Home » RDBMS Server » Performance Tuning » precise question: use a histogram here?
precise question: use a histogram here? [message #133850] Mon, 22 August 2005 07:19 Go to next message
sebastianR
Messages: 33
Registered: August 2005
Member
select min(cnt), max(cnt), avg(cnt), stddev(cnt)
  from ( select key_val, count(*) cnt from <table> group by key_val )


MIN(CNT)	| MAX(CNT) 	| AVG(CNT) 		| STDDEV(CNT)
1      		| 409 		| 1,35973268298468 	| 0,999210428890999


I know what each column of this result represents, but I'm not sure if I can interpret the right way.
In my opinion it is not useful to make a histogram for this table/column.
By the way, there are about 800 000 distinct rows in the table.
Am I right, wrong or is this undecideable regarding this information?
In case I should make a histogram, can you recommend a bucketsize?

Thanks,

Sebastian
Re: precise question: use a histogram here? [message #133854 is a reply to message #133850] Mon, 22 August 2005 07:46 Go to previous message
smartin
Messages: 1803
Registered: March 2005
Location: Jacksonville, Florida
Senior Member
I welcome comments from others on this, but I don't think you want to evaluate the usefulness of a histogram based on the count of the number of values of each value. Instead, you want to base it on the column value itself.

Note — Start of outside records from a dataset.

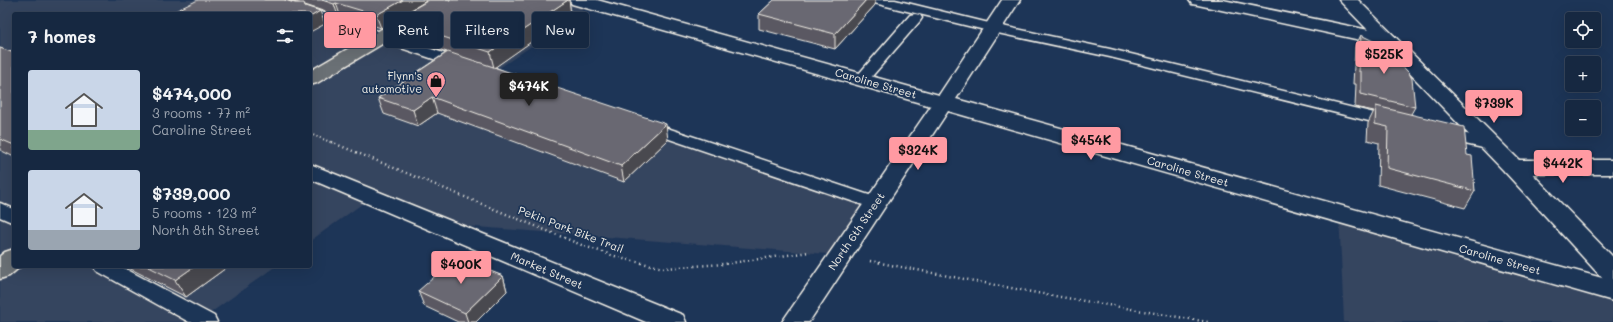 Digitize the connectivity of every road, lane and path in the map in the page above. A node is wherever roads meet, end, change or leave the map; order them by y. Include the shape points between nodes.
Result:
1 (272, 0) edge
2 (443, 0) edge
3 (578, 0) edge
4 (879, 0) edge
5 (1011, 0) edge
6 (1198, 0) edge
7 (1348, 0) edge
8 (309, 12) edge
9 (312, 13) edge
10 (915, 18) dead end
11 (993, 28) junction
12 (382, 36) junction
13 (1388, 40) junction
14 (477, 70) edge
15 (312, 78) edge
16 (862, 79) junction
17 (944, 102) junction
18 (633, 122) edge
19 (1406, 125) edge
20 (1430, 130) edge
21 (312, 135) edge
22 (1492, 145) junction
23 (1513, 167) junction
24 (1613, 167) edge
25 (312, 172) edge
26 (875, 202) junction
27 (0, 209) edge
28 (12, 216) edge
29 (12, 255) edge
30 (840, 255) junction
31 (12, 256) edge
32 (12, 257) edge
33 (0, 258) edge
34 (0, 263) edge
35 (108, 268) edge
36 (0, 270) edge
37 (1613, 273) edge
38 (1613, 291) edge
39 (207, 322) edge
40 (673, 322) edge
41 (795, 322) edge
42 (1208, 322) edge

1 - 8 lane
2 - 12 main road
3 - 16 street, Caroline Street
4 - 11 lane
5 - 11 street, North 6th Street
6 - 13 street
7 - 13 street
9 - 12 lane
10 - 16 lane
11 - 17 street, North 6th Street
11 - 19 lane via 1110,53
12 - 14 lane
12 - 15 main road
13 - 22 street
16 - 17 street, Caroline Street
17 - 26 street, North 6th Street
17 - 38 street, Caroline Street
18 - 26 lane
20 - 22 lane
21 - 30 path, Pekin Park Bike Trail via 584,246 631,261 664,268 680,268 800,252
22 - 23 street
23 - 24 street
23 - 37 street
25 - 40 street, Market Street
26 - 30 street, North 6th Street
27 - 28 lane
29 - 33 main road
30 - 41 street, North 6th Street
30 - 42 path, Pekin Park Bike Trail via 1037,293
31 - 34 main road
32 - 36 main road
35 - 39 lane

In other words, don't solely do a count group by query on key_val. Instead, get the actual minimum and maximum values of key_val itself. For instance, your query shows a max count of 409. But you don't know what that 409 corresponds to. You don't know the range of values of key_val. All you know is that some undertermined key_val has 409 entries.

But in general, my theory, since I don't know of any harmful effects of having histograms on columns, other than the time required to gather them and the space to store them, is that the more information you can provide to the CBO the better. That means go ahead and gather them unless your statistics gathering window is experiencing major time pressure.

Then, you can use the actual gathered statistics to evaluate the data distribution, and tweak the bucket size if needed. I've never had a problem using a large size like 250, although if there are known to only be a set number of unique values that is much smaller then you could use a much smaller bucket size.